Zjedz kota i spójrz jego oczami Eat them all. Kill them all.
Zapomnisz o swoich przepracowanych latach i słabych dowcipach,
mizerii i pocałunku przed snem, a gdy wrócisz ze sznurem
z białych nosorożców, nie będzie delikatnie. Ich już nie ma
i ciebie już nie ma. O tym będą wszystkie twoje wiersze,
bo ty wiesz, że to osiądzie w tobie jak muł na dnie Gangesu.
Po wszystkim będziesz ochrzczony i czysty. Zlikwidujesz
pobliskie zoo, zaadoptujesz futro fretki, sfinansujesz
Anacondę i Uszakowo, a gdy podadzą ci świnię lub tofu,
wyjdziesz głodny jak nigdy. C’est la Vie człowieku. Smacznego
nowego życia, na które nie jesteś gotowy.
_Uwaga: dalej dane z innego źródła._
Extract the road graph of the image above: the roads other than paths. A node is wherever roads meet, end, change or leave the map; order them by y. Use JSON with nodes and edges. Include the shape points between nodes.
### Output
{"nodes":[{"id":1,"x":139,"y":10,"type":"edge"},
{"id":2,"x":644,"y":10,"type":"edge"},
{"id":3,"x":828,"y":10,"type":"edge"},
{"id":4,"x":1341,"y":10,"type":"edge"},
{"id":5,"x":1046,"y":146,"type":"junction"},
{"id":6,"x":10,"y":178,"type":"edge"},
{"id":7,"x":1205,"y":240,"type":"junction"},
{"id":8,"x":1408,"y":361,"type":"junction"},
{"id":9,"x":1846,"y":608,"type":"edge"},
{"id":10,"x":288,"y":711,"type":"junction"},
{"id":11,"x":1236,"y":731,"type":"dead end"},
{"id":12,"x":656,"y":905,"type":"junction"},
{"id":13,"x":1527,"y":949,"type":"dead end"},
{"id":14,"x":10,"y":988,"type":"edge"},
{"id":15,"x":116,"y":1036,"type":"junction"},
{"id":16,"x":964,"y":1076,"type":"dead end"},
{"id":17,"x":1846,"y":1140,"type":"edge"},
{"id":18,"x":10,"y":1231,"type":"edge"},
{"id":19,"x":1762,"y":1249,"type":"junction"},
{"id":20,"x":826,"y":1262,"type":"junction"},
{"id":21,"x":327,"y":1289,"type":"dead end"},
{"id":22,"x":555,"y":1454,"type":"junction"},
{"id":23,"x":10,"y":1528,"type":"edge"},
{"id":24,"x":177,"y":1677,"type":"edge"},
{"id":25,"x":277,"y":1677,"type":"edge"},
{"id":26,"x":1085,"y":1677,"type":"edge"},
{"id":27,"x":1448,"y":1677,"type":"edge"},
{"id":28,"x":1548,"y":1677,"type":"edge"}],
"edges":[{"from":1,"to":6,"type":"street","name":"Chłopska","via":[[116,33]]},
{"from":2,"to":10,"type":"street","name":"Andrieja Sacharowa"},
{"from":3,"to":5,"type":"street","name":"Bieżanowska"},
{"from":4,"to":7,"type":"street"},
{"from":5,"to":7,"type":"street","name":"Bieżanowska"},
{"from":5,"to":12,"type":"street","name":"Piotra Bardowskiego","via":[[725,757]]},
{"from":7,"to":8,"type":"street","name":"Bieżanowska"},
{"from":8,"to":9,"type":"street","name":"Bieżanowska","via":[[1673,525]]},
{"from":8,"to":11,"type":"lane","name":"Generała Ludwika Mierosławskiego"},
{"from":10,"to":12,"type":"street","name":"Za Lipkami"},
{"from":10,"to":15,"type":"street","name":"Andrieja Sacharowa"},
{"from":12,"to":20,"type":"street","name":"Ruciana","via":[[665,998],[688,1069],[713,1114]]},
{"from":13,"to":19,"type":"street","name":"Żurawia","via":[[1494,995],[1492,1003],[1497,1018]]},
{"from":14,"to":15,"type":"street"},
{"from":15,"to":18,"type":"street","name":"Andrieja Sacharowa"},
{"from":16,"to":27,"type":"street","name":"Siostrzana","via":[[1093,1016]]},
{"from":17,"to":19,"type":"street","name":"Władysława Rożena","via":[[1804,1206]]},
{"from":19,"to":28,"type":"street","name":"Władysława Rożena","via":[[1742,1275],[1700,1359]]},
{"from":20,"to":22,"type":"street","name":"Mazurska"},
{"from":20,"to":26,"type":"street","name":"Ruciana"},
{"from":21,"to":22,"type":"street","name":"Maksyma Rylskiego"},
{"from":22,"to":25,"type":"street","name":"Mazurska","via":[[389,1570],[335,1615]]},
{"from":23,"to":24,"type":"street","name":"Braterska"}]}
Destinations I don’t talk about
Kochana, James z Nieposkromnionych Granic
zabrał mnie do wnętrza
tabu.
Afganistan wiosną był trudny do przełknięcia,
ale oswajanie pola bitwy zagrało.
W radioaktywnym mieście duchów nadal
mieszkają, więc były rozmowy
i ostatnie telefony z World Trade Center
Wiesz, trochę mi głupio, ale opis całej wyprawy
to zdjęcia niesprawnych czołgów,
Auschwitz słynie z cierpienia żydów, a w ulotce
do wycieczki Thanatos było: „zabierz się w miejsca
tragedii, szaleństwa i prochu”.
Wiesz, że Dracula Park jest już niemodne,
a ja mogłam spaść z tarasu widokowego
na odkrywki w Bełchatowie?
Stary buddysta powiedział mi kiedyś,
że muszę zobaczyć grób Kima, więc się
patrzę, nie żebym chciała, wiesz.
Na spotkanie po latach przyniosę ci
list of dark tourism places in Asia,
Muzeum Ludobójstwa Tuol Sleng jest otwarte
siedem dni w tygodniu od 8 do 19,
więc może po pracy
jeszcze zdążysz.
Disneyfy
Kiedy odwiedzisz białego wielbłąda,
dwugłowe krety, tresowane kangury
i poczujesz się znowu dzieckiem, które chce
natychmiast, chce być centrum tego
świata: obejrzeć go, pomacać, polizać,
wtedy zabierzesz niedźwiedziowi szalik
(bo możesz),
aż znudzisz się tym, więc wrócisz do domu,
będziesz oglądać zdjęcia, śmiać się
i pytać: dlaczego tamten lew płakał?
Kiedy zrozumiesz, że możesz, wszystko
stanie się proste, to będzie twoje Eldorado,
osobiste Main Street, U.S., to będzie
jednolite, jak małe kurczaczki,
desery z taśmy produkcyjnej,
hodowla bydła
i kurze fermy.
To będzie napompowane, jak twoje idealne dziecko,
drogi piesek z diamentów,
martwe policzki
i nowe futra.
To będzie ukryte – twój dom będzie stał
na nowej wyspie, nieważne, że obok świat się pali,
że to złote dziecko cię kiedyś zapyta, czy czegoś
żałujesz, a ty powiesz mu, żeby szukało biedronek
na trawie, a ono tam ich
nie znajdzie.
Małgorzata Osowiecka (ur.1990), psycholożka, analityczka statystyczna. Naukowo zajmuje się wpływem odbioru poezji na twórcze myślenie odbiorców. Dostrzeżona w konkursach poetyckich w Gdańsku, Tychach, Toruniu oraz Cisnej, publikowała w „Blizie”, tomikach pokonkursowych, a także almanachu „Rozdroża wolności” (Gdańsk), publicystycznie zaistniała w Polityce za sprawą stypendium dla młodych dziennikarzy im. Leopolda Ungera. Laureatka stypendium twórczego Profesora Zbigniewa Pietrasińskiego.